● What you are asked to do
Count up the lines holding "עמוס" in the material, then reply with only the number.

● Exercise data
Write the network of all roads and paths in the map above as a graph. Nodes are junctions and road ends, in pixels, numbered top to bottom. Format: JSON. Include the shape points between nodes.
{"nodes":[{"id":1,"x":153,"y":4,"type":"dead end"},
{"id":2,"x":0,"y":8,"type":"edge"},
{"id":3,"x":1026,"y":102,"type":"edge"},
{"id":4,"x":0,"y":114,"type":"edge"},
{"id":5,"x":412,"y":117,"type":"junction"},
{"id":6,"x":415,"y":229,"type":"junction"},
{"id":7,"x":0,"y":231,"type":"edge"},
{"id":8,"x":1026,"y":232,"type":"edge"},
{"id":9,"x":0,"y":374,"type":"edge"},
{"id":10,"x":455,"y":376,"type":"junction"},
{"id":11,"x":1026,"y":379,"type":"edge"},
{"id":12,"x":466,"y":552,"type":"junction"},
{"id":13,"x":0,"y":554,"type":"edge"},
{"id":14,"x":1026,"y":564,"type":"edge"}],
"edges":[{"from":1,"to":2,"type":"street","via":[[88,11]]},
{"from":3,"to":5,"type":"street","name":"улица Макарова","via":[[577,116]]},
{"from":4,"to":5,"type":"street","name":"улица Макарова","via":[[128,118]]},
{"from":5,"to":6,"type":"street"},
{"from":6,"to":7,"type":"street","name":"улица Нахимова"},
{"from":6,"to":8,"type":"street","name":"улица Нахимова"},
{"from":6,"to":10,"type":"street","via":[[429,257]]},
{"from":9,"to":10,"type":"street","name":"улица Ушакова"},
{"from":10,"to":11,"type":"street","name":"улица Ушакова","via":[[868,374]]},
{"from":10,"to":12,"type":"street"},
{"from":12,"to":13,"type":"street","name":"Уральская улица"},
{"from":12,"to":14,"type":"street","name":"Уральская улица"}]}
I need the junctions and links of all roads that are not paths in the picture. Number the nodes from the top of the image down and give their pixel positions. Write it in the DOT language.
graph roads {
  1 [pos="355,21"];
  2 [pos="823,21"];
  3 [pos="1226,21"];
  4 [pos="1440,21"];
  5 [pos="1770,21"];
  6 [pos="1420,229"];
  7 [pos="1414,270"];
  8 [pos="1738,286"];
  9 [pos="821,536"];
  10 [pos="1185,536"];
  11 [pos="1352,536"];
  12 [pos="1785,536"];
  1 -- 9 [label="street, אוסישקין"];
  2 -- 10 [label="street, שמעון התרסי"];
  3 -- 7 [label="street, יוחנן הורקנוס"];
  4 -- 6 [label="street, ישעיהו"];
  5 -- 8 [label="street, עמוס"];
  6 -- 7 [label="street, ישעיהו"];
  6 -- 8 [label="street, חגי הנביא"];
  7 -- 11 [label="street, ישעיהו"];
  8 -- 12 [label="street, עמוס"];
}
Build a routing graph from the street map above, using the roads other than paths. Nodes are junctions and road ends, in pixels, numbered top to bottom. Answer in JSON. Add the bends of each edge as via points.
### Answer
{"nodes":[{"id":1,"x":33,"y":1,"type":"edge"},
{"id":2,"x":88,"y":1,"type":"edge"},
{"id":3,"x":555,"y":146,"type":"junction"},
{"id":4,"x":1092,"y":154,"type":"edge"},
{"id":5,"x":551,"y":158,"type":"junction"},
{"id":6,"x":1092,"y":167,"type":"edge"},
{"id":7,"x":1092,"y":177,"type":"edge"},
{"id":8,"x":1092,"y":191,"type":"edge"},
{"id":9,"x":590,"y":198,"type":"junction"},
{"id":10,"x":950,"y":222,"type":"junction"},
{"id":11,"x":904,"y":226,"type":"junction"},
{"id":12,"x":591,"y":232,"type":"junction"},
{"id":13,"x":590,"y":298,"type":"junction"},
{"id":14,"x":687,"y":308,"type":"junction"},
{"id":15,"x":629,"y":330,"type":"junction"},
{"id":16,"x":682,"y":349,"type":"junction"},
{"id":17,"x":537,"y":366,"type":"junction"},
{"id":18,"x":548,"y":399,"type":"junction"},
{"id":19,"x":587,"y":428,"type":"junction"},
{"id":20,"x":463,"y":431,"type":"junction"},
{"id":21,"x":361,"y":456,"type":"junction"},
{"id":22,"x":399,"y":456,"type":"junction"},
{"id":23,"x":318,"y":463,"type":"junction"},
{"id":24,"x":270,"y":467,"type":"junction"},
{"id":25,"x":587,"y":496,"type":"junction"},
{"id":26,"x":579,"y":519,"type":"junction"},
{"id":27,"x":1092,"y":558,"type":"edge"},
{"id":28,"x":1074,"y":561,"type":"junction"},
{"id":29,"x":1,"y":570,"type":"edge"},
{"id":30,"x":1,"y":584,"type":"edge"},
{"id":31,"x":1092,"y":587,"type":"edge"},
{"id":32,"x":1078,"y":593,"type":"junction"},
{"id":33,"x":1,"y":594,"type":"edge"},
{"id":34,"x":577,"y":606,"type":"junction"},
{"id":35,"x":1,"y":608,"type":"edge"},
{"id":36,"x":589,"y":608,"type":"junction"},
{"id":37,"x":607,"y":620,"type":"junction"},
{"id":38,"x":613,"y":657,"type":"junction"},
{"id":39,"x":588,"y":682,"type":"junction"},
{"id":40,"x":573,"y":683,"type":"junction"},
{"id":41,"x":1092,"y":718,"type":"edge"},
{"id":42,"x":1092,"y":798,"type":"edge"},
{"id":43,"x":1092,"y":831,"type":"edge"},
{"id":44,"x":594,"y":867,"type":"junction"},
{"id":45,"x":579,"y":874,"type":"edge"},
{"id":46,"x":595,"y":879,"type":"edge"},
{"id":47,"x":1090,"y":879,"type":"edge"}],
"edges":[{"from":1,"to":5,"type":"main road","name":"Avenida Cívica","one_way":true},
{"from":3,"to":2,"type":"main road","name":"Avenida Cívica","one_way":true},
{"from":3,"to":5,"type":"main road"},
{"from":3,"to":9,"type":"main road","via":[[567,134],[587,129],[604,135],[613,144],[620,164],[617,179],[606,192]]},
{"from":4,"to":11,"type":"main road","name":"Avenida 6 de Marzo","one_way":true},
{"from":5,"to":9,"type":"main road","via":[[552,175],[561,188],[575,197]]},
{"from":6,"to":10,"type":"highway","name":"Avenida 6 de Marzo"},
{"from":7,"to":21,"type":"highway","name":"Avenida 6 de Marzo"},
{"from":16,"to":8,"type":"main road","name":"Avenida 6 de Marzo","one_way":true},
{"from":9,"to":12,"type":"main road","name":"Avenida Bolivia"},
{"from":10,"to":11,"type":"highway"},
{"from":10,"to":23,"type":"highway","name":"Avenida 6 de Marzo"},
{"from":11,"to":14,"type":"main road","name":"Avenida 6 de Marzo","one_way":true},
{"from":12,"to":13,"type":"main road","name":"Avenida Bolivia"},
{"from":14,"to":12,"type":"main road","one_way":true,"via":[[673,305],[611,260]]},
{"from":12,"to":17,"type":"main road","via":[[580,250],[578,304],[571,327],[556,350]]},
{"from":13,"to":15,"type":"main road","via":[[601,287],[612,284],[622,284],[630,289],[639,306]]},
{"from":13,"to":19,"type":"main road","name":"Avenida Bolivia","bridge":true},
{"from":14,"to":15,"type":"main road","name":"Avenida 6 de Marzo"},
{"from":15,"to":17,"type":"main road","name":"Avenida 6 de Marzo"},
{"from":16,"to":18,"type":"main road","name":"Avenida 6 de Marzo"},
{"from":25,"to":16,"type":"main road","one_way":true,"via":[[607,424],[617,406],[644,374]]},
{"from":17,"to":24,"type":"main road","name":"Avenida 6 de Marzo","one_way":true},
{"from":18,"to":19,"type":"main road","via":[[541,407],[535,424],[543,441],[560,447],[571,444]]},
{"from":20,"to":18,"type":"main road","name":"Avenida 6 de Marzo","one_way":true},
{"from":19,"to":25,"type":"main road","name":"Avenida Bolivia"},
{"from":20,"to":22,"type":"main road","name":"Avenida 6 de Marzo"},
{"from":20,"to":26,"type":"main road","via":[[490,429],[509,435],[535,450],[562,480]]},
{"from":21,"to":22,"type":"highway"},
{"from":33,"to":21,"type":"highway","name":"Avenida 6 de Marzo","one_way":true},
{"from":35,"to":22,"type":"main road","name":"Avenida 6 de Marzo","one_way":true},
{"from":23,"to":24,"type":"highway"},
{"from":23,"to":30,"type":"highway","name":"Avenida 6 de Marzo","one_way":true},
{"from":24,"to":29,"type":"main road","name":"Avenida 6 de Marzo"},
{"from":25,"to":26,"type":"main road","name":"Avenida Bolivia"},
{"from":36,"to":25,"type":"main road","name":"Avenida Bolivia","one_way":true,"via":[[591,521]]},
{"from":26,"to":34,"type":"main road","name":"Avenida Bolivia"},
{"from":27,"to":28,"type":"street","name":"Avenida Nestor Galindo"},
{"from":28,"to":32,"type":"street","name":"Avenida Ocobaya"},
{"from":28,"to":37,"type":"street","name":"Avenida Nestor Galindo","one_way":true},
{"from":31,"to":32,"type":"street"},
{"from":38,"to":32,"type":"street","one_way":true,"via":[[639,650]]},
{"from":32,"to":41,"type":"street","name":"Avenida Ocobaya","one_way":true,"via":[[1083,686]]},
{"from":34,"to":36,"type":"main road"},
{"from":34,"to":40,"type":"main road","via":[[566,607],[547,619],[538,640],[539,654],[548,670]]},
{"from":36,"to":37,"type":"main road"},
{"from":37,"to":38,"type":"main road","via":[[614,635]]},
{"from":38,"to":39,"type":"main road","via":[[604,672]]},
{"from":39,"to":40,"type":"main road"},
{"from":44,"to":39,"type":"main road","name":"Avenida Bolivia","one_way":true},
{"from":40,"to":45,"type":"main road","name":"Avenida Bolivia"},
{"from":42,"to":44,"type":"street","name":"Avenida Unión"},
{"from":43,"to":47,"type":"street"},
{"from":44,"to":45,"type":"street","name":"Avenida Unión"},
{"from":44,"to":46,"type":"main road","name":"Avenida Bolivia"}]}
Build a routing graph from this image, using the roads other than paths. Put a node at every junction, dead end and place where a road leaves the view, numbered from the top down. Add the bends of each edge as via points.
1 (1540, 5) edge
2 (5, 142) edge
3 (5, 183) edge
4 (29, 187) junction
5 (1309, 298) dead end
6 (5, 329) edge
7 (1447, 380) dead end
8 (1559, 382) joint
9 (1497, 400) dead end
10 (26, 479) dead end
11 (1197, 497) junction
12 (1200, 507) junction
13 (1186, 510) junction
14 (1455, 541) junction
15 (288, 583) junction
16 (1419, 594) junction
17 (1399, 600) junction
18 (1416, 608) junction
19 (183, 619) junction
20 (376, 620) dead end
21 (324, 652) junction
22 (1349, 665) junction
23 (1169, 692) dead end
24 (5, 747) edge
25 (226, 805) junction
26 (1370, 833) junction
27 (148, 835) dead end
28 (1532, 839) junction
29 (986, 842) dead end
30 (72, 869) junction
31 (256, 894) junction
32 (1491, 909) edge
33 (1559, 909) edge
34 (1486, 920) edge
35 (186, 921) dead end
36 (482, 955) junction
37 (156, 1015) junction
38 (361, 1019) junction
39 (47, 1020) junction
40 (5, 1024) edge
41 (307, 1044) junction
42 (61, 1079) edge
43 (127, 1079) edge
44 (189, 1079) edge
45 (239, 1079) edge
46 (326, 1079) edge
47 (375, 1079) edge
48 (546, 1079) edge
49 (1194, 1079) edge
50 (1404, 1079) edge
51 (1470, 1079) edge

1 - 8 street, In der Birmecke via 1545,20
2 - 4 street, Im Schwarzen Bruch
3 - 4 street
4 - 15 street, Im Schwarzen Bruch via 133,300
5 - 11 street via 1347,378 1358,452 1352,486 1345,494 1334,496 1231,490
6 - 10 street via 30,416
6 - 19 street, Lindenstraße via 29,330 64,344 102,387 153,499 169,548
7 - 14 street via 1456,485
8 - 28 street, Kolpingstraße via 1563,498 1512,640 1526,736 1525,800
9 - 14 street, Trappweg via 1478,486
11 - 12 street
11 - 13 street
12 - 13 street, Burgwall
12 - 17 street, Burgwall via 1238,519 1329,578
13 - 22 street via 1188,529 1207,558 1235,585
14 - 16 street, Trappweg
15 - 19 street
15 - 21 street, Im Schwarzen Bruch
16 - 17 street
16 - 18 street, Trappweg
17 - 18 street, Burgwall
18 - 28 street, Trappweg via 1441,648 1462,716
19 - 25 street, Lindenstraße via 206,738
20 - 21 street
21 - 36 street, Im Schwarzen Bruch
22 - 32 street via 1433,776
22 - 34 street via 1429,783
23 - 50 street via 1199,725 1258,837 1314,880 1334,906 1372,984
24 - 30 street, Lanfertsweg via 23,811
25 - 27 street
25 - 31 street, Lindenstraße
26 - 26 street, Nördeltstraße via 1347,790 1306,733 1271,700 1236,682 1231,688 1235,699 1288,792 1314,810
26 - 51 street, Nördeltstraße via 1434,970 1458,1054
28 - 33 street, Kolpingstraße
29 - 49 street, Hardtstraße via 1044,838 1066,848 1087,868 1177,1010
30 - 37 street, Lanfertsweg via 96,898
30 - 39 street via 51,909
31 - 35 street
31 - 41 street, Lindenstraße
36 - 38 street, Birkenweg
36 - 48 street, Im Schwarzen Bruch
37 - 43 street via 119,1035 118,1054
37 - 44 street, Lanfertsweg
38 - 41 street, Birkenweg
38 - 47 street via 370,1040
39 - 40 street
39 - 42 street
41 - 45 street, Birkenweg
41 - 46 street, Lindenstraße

● Result for this task
2